Installer Package Filename Format String Vulnerability

Installer is also susceptable to the same issue -- when an error is encountered while opening a file, Installer will pass the user-supplied file name to an alert panel. A zipped installer package will be automatically opened by Safari if "Open Safe Files" is enabled. The patch works by "context patching" NSRunAlertPanel() while within -[InstallerController openFile:withOptions:]. The guarded NSRunAlertPanel() passes it's msg argument as a vararg argument to the "%@" format string, and the patch is removed when -[InstallerController openFile:withOptions:] exits. A reference count is used to handle recursion.
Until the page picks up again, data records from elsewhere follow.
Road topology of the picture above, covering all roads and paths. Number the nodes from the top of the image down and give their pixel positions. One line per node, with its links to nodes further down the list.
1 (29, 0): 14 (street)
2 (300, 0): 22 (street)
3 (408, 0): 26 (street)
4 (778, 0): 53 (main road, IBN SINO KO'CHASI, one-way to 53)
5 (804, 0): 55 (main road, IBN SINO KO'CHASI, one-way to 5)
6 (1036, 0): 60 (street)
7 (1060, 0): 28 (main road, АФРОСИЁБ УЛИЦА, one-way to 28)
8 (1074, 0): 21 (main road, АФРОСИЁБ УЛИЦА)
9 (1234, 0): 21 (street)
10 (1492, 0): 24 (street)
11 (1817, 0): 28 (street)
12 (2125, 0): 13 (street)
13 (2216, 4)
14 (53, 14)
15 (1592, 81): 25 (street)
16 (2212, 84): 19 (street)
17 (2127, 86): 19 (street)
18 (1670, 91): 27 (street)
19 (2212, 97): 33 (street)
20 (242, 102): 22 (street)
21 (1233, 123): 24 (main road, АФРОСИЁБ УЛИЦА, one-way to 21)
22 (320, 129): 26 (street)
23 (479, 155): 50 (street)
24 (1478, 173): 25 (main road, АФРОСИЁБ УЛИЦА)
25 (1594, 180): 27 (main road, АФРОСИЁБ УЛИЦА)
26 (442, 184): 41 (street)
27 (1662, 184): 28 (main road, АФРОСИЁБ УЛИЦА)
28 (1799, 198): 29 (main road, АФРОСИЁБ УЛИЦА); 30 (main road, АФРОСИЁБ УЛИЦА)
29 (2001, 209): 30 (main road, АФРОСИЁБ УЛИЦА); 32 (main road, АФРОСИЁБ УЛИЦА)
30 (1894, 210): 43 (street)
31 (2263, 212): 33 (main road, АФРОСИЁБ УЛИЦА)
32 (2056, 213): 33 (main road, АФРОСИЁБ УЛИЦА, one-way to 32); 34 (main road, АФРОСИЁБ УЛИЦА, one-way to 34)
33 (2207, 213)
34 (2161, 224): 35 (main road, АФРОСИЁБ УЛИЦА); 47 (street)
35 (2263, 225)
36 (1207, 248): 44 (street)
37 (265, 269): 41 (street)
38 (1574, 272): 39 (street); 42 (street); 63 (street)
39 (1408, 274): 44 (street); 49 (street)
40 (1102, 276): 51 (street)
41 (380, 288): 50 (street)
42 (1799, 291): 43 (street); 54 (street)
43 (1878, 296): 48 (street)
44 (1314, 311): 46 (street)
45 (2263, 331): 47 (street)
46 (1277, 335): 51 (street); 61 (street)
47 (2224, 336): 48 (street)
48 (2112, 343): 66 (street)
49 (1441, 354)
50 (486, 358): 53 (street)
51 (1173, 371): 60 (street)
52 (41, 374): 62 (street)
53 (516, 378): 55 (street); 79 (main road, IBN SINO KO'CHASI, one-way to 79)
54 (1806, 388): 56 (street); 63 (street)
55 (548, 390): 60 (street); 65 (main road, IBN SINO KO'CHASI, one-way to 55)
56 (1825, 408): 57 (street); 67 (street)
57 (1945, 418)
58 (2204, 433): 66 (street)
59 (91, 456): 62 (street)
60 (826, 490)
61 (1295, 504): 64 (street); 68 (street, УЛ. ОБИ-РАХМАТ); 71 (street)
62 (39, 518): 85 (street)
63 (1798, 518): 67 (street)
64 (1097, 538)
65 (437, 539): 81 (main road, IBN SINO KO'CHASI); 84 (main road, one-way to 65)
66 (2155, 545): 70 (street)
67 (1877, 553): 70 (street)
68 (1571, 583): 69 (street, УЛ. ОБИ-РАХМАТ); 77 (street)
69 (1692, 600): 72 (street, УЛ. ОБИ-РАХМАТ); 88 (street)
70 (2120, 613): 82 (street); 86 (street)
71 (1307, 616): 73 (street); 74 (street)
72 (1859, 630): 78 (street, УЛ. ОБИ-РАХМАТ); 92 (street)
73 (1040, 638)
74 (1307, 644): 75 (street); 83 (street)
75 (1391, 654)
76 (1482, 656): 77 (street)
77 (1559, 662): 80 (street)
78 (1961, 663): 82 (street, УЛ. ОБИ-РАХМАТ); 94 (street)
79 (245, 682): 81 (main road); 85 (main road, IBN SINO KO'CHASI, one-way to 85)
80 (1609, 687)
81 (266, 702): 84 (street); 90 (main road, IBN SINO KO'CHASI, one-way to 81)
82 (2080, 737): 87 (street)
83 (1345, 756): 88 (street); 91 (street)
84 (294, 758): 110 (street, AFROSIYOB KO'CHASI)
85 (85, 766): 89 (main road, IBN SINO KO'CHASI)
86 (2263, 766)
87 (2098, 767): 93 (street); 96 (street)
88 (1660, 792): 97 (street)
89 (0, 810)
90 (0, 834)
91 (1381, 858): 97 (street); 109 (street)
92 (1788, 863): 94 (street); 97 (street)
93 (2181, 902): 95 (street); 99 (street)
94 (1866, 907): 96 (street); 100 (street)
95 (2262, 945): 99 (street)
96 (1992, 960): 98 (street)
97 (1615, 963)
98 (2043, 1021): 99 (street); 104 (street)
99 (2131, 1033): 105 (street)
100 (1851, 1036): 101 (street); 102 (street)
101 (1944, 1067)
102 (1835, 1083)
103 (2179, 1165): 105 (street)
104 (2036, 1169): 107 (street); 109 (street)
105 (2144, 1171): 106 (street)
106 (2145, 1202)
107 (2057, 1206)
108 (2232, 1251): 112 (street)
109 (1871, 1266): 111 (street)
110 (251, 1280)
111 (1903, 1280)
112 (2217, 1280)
Month of Apple Bugs - Almost February ...

26 Jan 2007, 12:59 PST

Soon the month will draw to a close, and with it, The Month of Apple Bugs. Lest you think I've dropped off the map, I've set aside the weekend for addressing the new issues. Apologies for the delay -- it's been a busy work week!

I'm also pleased to announce a number of software updates for outstanding issues. The turn-around time on these updates is admirable.

Panic's Transmit - MoAB #19

The indubitably responsive developers at Panic have released an update to fix the ftp:// and ftps:// buffer overflow announced in the MoAB #19 advisory.

Rumpus FTP Server - MoAB #18

The good-natured fellows of Maxum Development Corporation have released an update to Rumpus, fixing the issues outlined in MoAB #18. Existing Rumpus 5.1 users may use the "Software Updates" feature in Rumpus to automatically download and install the update. All others can download the updated demo application.

0-Day Patches

Where a critical high-risk "0-day" issue exists, and is practical to patch, I plan on continuing to provide patches beyond the Month of Apple Bugs. The Java GIF Patch is the first of these "non-MoAB" fixes.

The MOAB Fixes group remains the primary point of coordination, and I expect to move this effort to a more official home than my own web log.

Month of Apple Bugs - Day 20

21 Jan 2007, 12:58 PST

The latest MoAB issue is a format string vulnability in iChat. The proof of concept uses Safari's auto-handling of aim:// URLs to pass a 'aim:gochat?roomname' request to iChat.

The patch for the issue was adeptly implemented by William Carrel. His patch works by guarding -[ActiveChat showError: (NSString *) error] and escaping any format string specifiers in the error message. As always, patches are coordinated at the MOAB Fixes group if you'd like to participate.

You can download the binary, or the source. As always, you'll need Application Enhancer to use the patches.

Java Patch Update - Firefox

This release also updates the patch for the Java GIF Heap Overflow issue. The update expands the library path regexes to ensure that Firefox-launched JVMs are always patched, in addition to Safari.

Rumpus FTP Server - MoAB #18

The expeditious fellows over at Maxum Development also have a fix in the works for the MoAB #18 issue in Rumpus, and will be releasing an update in short order. Cheers for their fast turn-around on the issue.